Fox News Judge Says Trump Making Claims of Executive Privilege 'Weaker' by Releasing Another Ukraine Phone Call Transcript

Fox News senior judicial analyst Andrew Napolitano said that President Donald Trump's decision to release a transcript of his first phone call with Ukraine's President Volodymyr Zelenskiy would make his claims to executive privilege "weaker" moving forward.

"The president will claim executive privilege on other communications, but the more he releases, the weaker his claim of executive privilege becomes," Napolitano, who previously served as a New Jersey Superior Court judge, pointed out during a Tuesday morning segment of the Fox News show Fox & Friends. "It's the selective release, that the courts will say, 'is he really serious about executive privilege?'"

The legal expert gave the assessment after Trump tweeted: "I will be releasing the transcript of the first, and therefore more important, phone call with the Ukrainian President before week's end!"

I will be releasing the transcript of the first, and therefore more important, phone call with the Ukrainian President before week’s end!

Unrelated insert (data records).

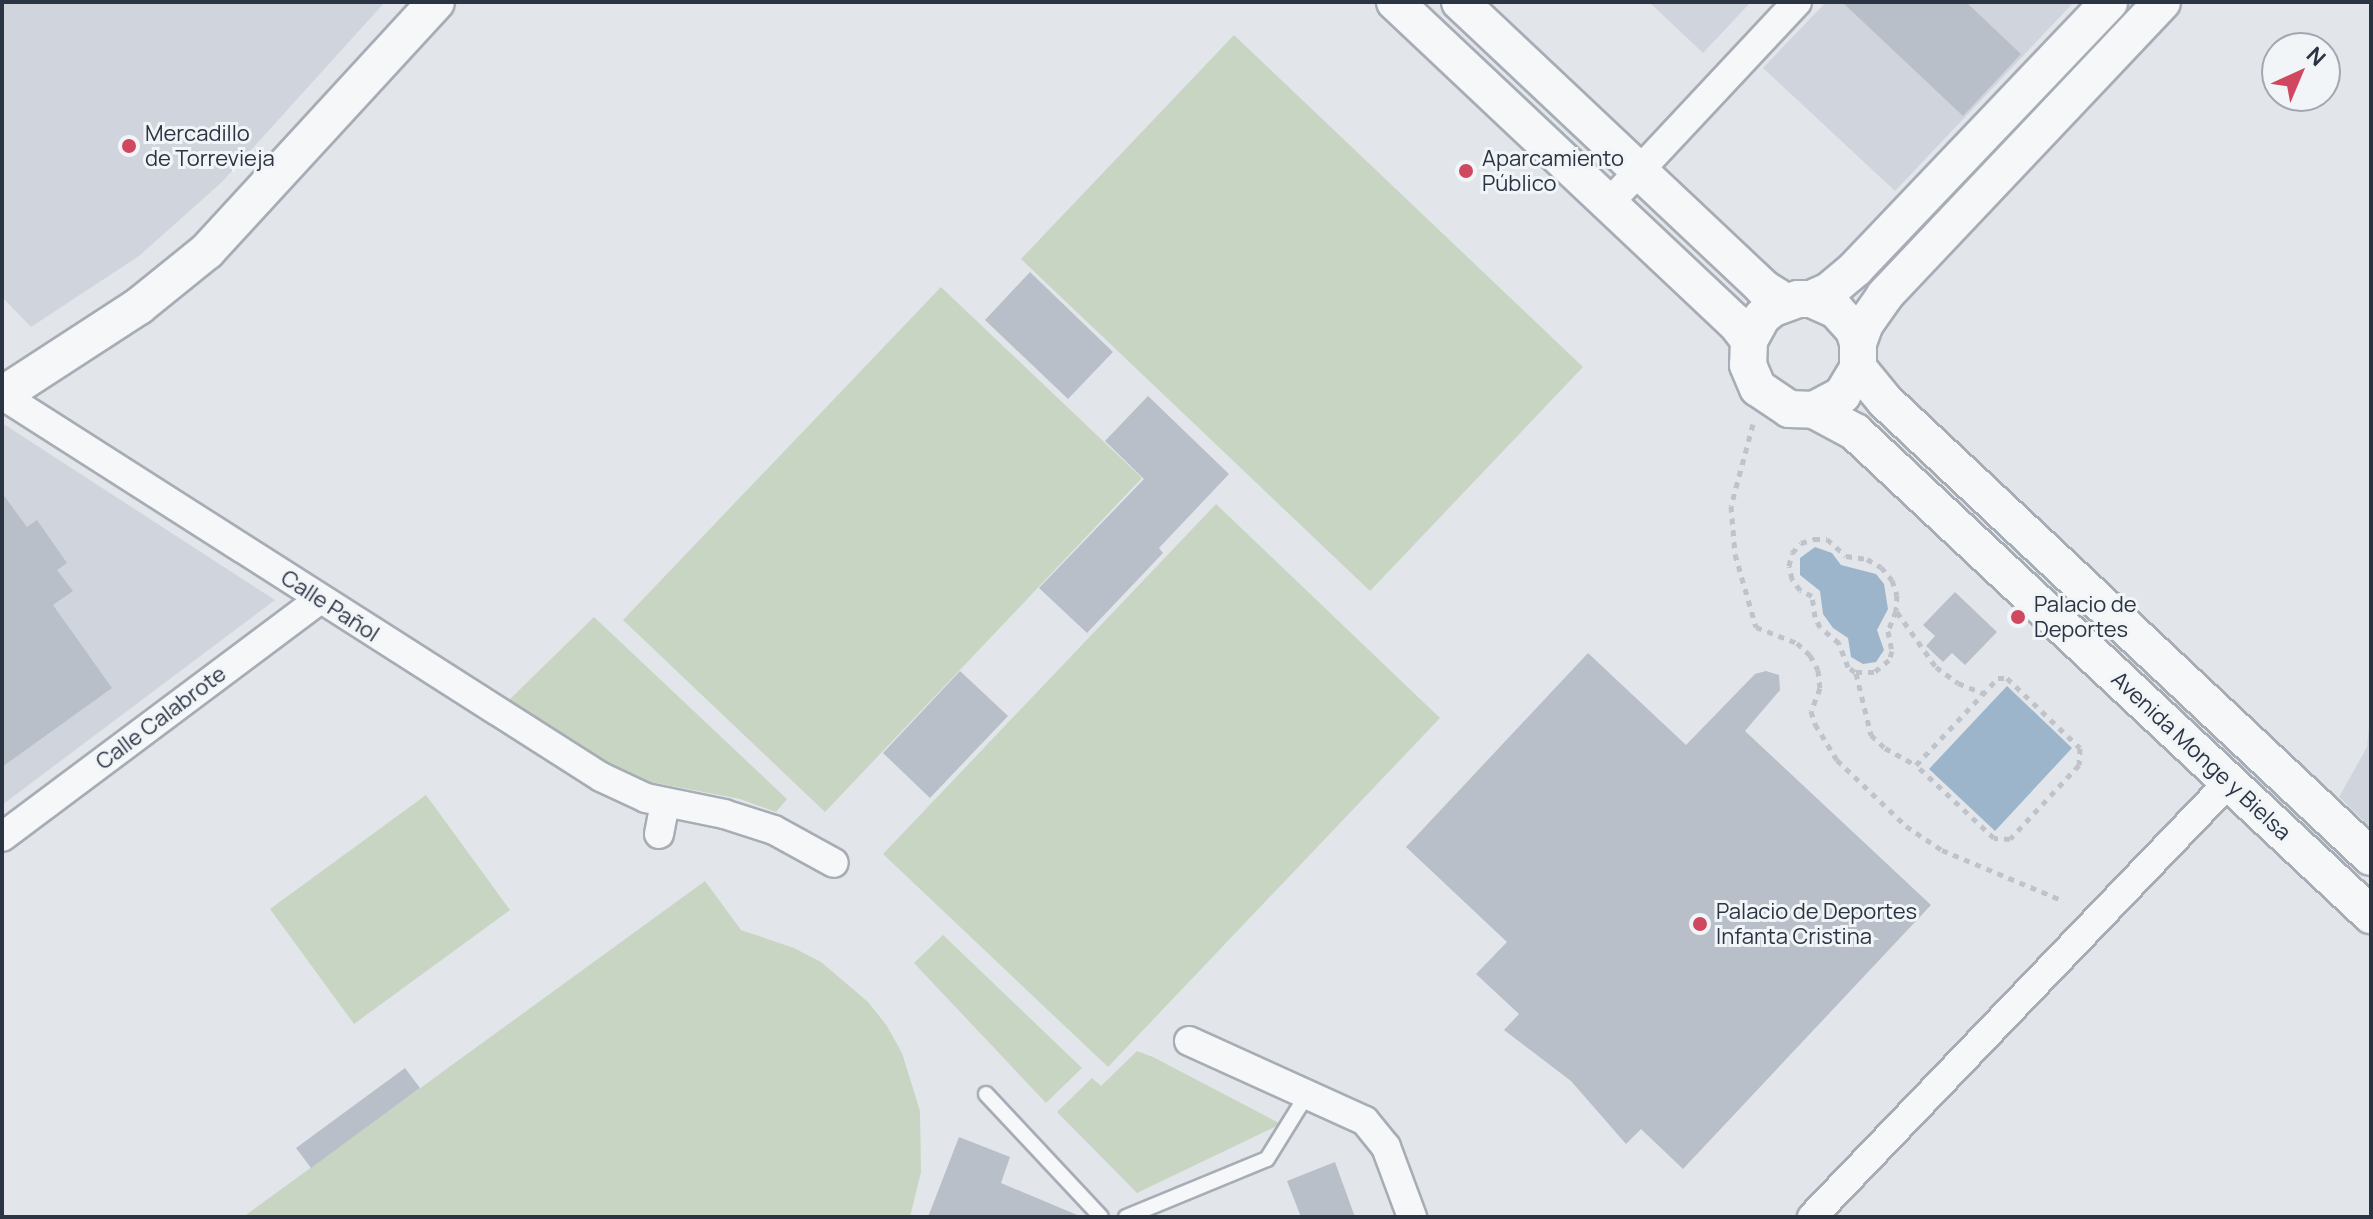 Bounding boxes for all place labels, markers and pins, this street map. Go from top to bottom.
place label: Mercadillo de Torrevieja [145,120,275,172]
marker: Mercadillo de Torrevieja [120,137,138,155]
place label: Aparcamiento Público [1482,145,1624,196]
marker: Aparcamiento Público [1457,162,1475,180]
place label: Palacio de Deportes [2034,591,2137,642]
marker: Palacio de Deportes [2009,608,2027,626]
place label: Palacio de Deportes Infanta Cristina [1716,898,1917,950]
marker: Palacio de Deportes Infanta Cristina [1691,915,1709,933]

— Donald J. Trump (@realDonaldTrump) November 12, 2019

As Napolitano noted, Trump and his lawyers have repeatedly cited executive privilege to deny congressional investigators' requests and subpoenas in connection to the ongoing impeachment inquiry into the president's behavior towards Ukraine.

The legal expert asserted, however, that there could be language in the phone call that supports the president's case as he faces the next, public phase of the fast-moving impeachment inquiry in the House of Representatives this week. But Trump and his advisers had apparently thought the release in late September of the summary transcript of his second call with Ukraine's president would benefit the president. In reality, it only emboldened his critics and pushed the impeachment inquiry forward at a rapid pace.

"We don't know if it's a literal transcript, or if it's a summary like the one we all saw a few months ago," the former judge pointed out. According to closed-door testimony by National Security Council adviser Lt. Colonel Alexander Vindman, the summary transcript of Trump's second call with his Ukrainian counterpart, which took place on July 25, left out key mentions of the president's domestic political opponents.

The July 25 call is at the center of the Democrat-led impeachment inquiry against the president. An anonymous government whistleblower filed a formal complaint about the call and the president's efforts to pressure Ukrainian leaders to open investigations into unsubstantiated claims against Democratic presidential candidate Joe Biden and his son, as well as into a debunked conspiracy theory that Democrats worked with Ukrainians to interfere in the 2016 presidential election.

Trump initially said that the transcript of his first call with Ukraine's president, which was reportedly a congratulatory conversation after Zelenskiy won the country's presidential election earlier this year, would be released last week. It's unclear why the release was delayed and what new details—if any—the call could bring to light.

Thus far, multiple credible witnesses—including Trump-appointed diplomats and national security officials—have corroborated the details of the original whistleblower complaint. Furthermore, they have testified that the president essentially blackmailed Ukraine with a quid pro quo, temporarily withholding nearly $400 million in military aid to pressure the Eastern European nation's leaders to open the investigations he desired. Zelenskiy planned to do an interview with CNN, announcing the probes, as his government reportedly saw it as the only way to guarantee continued U.S. support. However, he canceled that interview after news of the pressure campaign became public knowledge in the U.S. and Democrats moved toward launching the impeachment inquiry.

Donald Trump
President Donald Trump speaks to members of the media on the South Lawn of the White House in Washington, D.C. as he departs for Tuscaloosa, Alabama on November 9 OLIVIER DOULIERY/AFP/HollywoodTake

Napolitano has repeatedly criticized Trump and his administration's actions towards Ukraine, as well as the defenses that Republicans have used to push back against the allegations.

Republicans "have seen the transcripts [of witness depositions] and have dropped their 'no quid pro quo' argument, and now make the legally absurd contention that all evidence derived from witness interviews conducted in secret—with Republican House members present and participating—is somehow tainted and should be thrown out," Napolitano wrote in an op-ed published Wednesday by Fox News.

On Thursday, he told Fox & Friends that "the impeachment process is not only lawful, it's constitutional," Napolitano added later, "under the Constitution the Democrats have a case."